第6章 ~恋と恋の、あいだ~(松川 一静)




トンッ、トンッ、トンッ…
カタン、カタン、カタン…

階段をあがる俺達のうしろから
リズミカルな音が近づいてきて、
やがてその音が俺たちを追い越し、
そして、踊り場で、振り向いた。

ランドセル姿の小学生。

『あ、いっせー兄ちゃんだ!』

『おぉ、久しぶり!背、伸びたな!』

『うん、もう、130センチあるよ!』

『そっか。バレー、やんねーの?』

『やーだ、俺はサッカーが好きだもーん。』

そう言いながら、
トンッ、トンッ、という軽やかな足音で
カタン、カタン、とランドセルを弾ませ、
階段を駈け上がっていった、小さな背中。

姿が見えなくなってすぐに、
キーッ、というドアが開く音と

そして
"たっだいまー!"という、元気な声がした。

『知り合いのお子さん?』

『んー、まぁ、そんな感じかな。』

知り合い、というか、
家族、というか。

俺と彼女も階段をのぼり、
2階の端っこのドアの前に到着した。

『ここなんだけど。

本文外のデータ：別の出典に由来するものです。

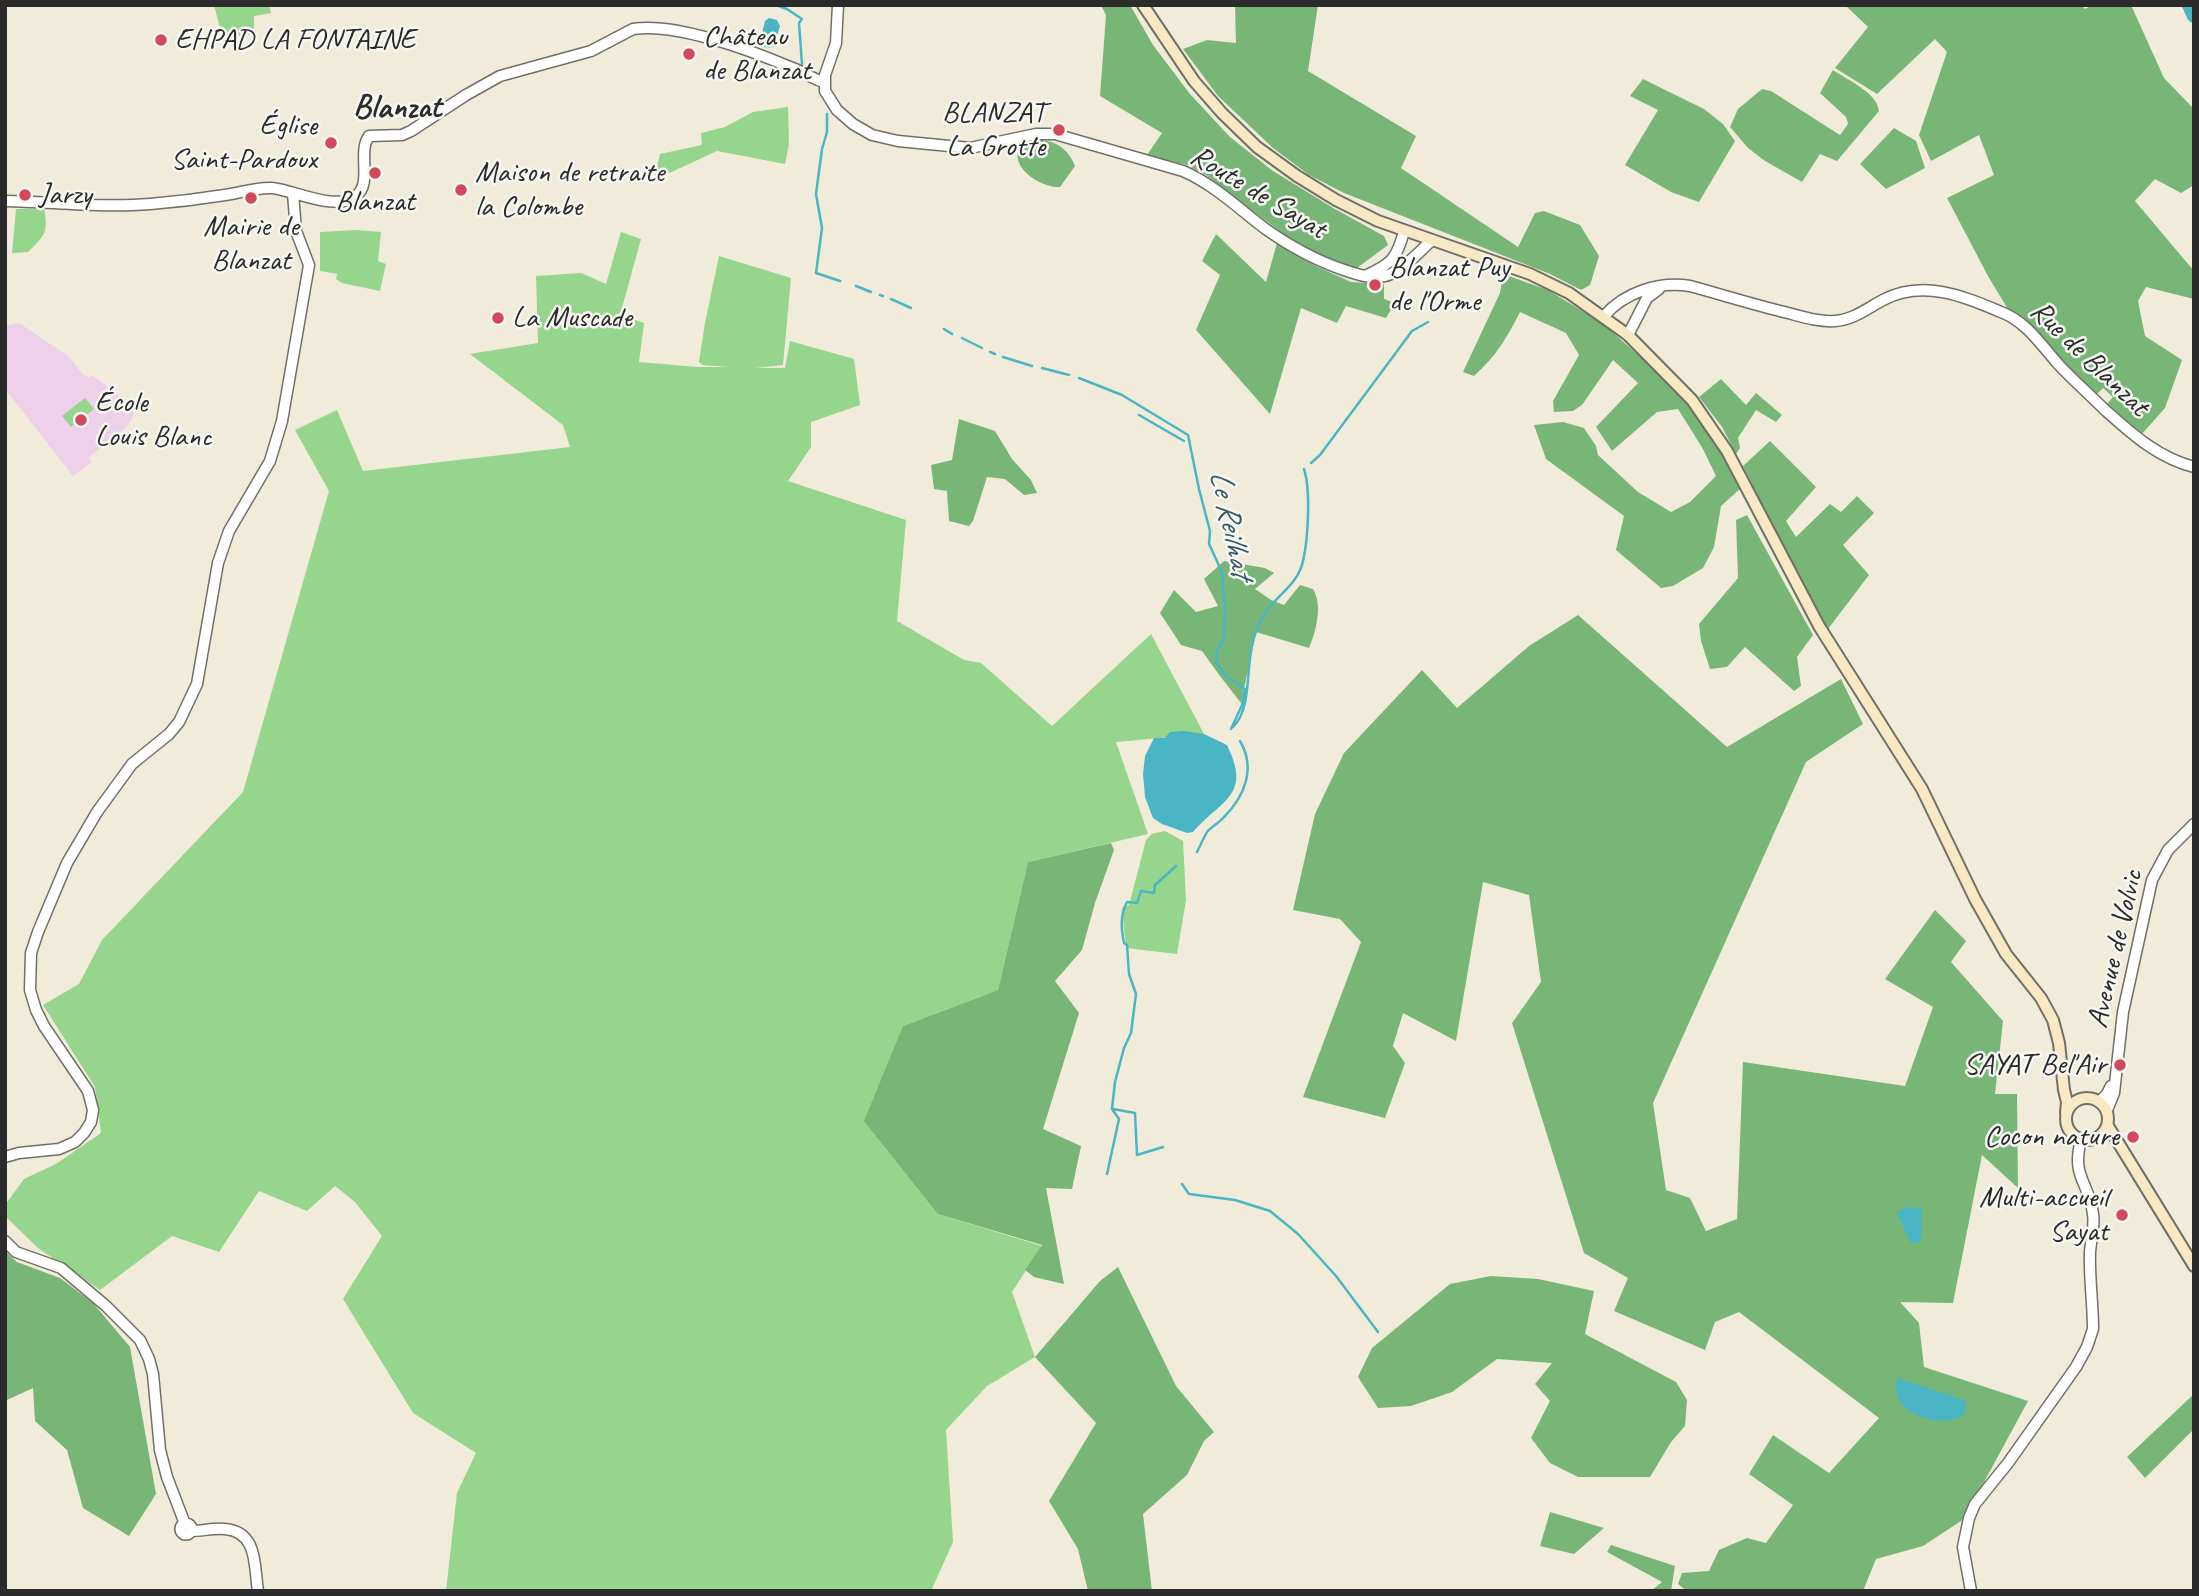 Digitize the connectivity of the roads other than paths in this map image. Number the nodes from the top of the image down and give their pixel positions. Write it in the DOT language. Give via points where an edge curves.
graph roads {
  1 [pos="838,5"];
  2 [pos="1143,5"];
  3 [pos="824,82"];
  4 [pos="293,193"];
  5 [pos="5,201"];
  6 [pos="1404,231"];
  7 [pos="1432,240"];
  8 [pos="1364,276"];
  9 [pos="1666,286"];
  10 [pos="1604,316"];
  11 [pos="1628,335"];
  12 [pos="2194,467"];
  13 [pos="2194,824"];
  14 [pos="2062,1078"];
  15 [pos="2085,1098"];
  16 [pos="2103,1106"];
  17 [pos="2066,1113"];
  18 [pos="2104,1131"];
  19 [pos="2081,1140"];
  20 [pos="5,1157"];
  21 [pos="5,1241"];
  22 [pos="2194,1266"];
  23 [pos="258,1591"];
  24 [pos="1971,1591"];
  1 -- 3 [label="street" via="836,43"];
  2 -- 6 [label="main road" via="1194,81 1257,147 1336,200"];
  3 -- 4 [label="street" via="706,38 650,27 632,29 591,51 500,76 402,135 369,135 363,184 354,198 343,201"];
  3 -- 8 [label="street, Route de Sayat" via="837,110 853,124 885,139 970,148 1055,134 1183,171 1211,185 1295,247"];
  4 -- 5 [label="street" via="254,189 188,201 116,206"];
  4 -- 20 [label="street" via="296,231 309,265 282,421 270,461 229,531 218,563 197,684 179,722 132,764 91,822 67,863 31,953 30,990 36,1010 88,1091 91,1122 75,1142 59,1149"];
  6 -- 7 [label="main road"];
  6 -- 8 [label="street" via="1393,260"];
  7 -- 8 [label="street, Route de Sayat" via="1393,274"];
  7 -- 10 [label="main road" via="1530,274"];
  9 -- 10 [label="street, Rue de Blanzat" via="1627,297"];
  9 -- 11 [label="street" via="1647,298"];
  9 -- 12 [label="street, Rue de Blanzat" via="1690,286 1830,321 1847,319 1904,292 1933,289 1956,295 2018,321 2137,439"];
  10 -- 11 [label="main road"];
  11 -- 14 [label="main road" via="1692,400 1727,451 1819,626 1923,789 2006,954 2042,998 2056,1030"];
  13 -- 16 [label="street, Avenue de Volvic" via="2168,850 2152,880 2129,986 2114,1093"];
  14 -- 15 [label="main road" via="2075,1096"];
  14 -- 17 [label="main road"];
  15 -- 16 [label="main road"];
  15 -- 17 [label="main road" via="2071,1104"];
  16 -- 18 [label="main road"];
  17 -- 19 [label="main road" via="2068,1129"];
  18 -- 19 [label="main road" via="2089,1141"];
  18 -- 22 [label="main road" via="2126,1155"];
  19 -- 24 [label="street" via="2077,1169 2094,1214 2093,1329 2076,1367 1975,1504 1963,1546"];
  21 -- 23 [label="street" via="16,1252 61,1268 140,1339 153,1374 160,1450 188,1527 221,1529 247,1538"];
}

』

『ここ?』

彼女に、ドアの横の小さな看板を見せる。

少し低めにつけられた、
そして、全部、ひらがなで書かれた看板。


" みんなのいえ 〜ただいま〜 "


『何屋さん?』

『何屋…っていうか、
看板のとおりなんだけどさ。』


そんなことを話していたら、
また、階段から足音がした。

今度、現れたのは、
学ラン姿の中学生。

『あれ、いっせー君じゃん?』

『おぅ、久しぶり!声、低くなったなぁ。』

『まぁね。…それ、彼女?』

『昨日までは。今日から、嫁さん。』

『ふーん…見せびらかしに来たんだ。』

『そ。いーだろー。お前、彼女は?』

俺の問いには答えず、ニヤリ、と笑って
"ただいま~"とドアの中に消えていく。

『あ、ごめん。思春期、ってやつ?
悪気はないから許してやって。』

『全然、かまわないけど…
彼も、知り合いのお子さん?』

『うん、まぁ、そんな感じ。』

さっきと同じ答えをする俺に、
さっぱりわけがわからない、
…という表情の彼女。

だろうな(笑)

『ここはさ、』

ここは、
俺が家を出てからの、

母さんと綾ちゃんの

生活の中心で、
働く目的で、

二人のこれまでの人生の
集大成の場所、なんだ。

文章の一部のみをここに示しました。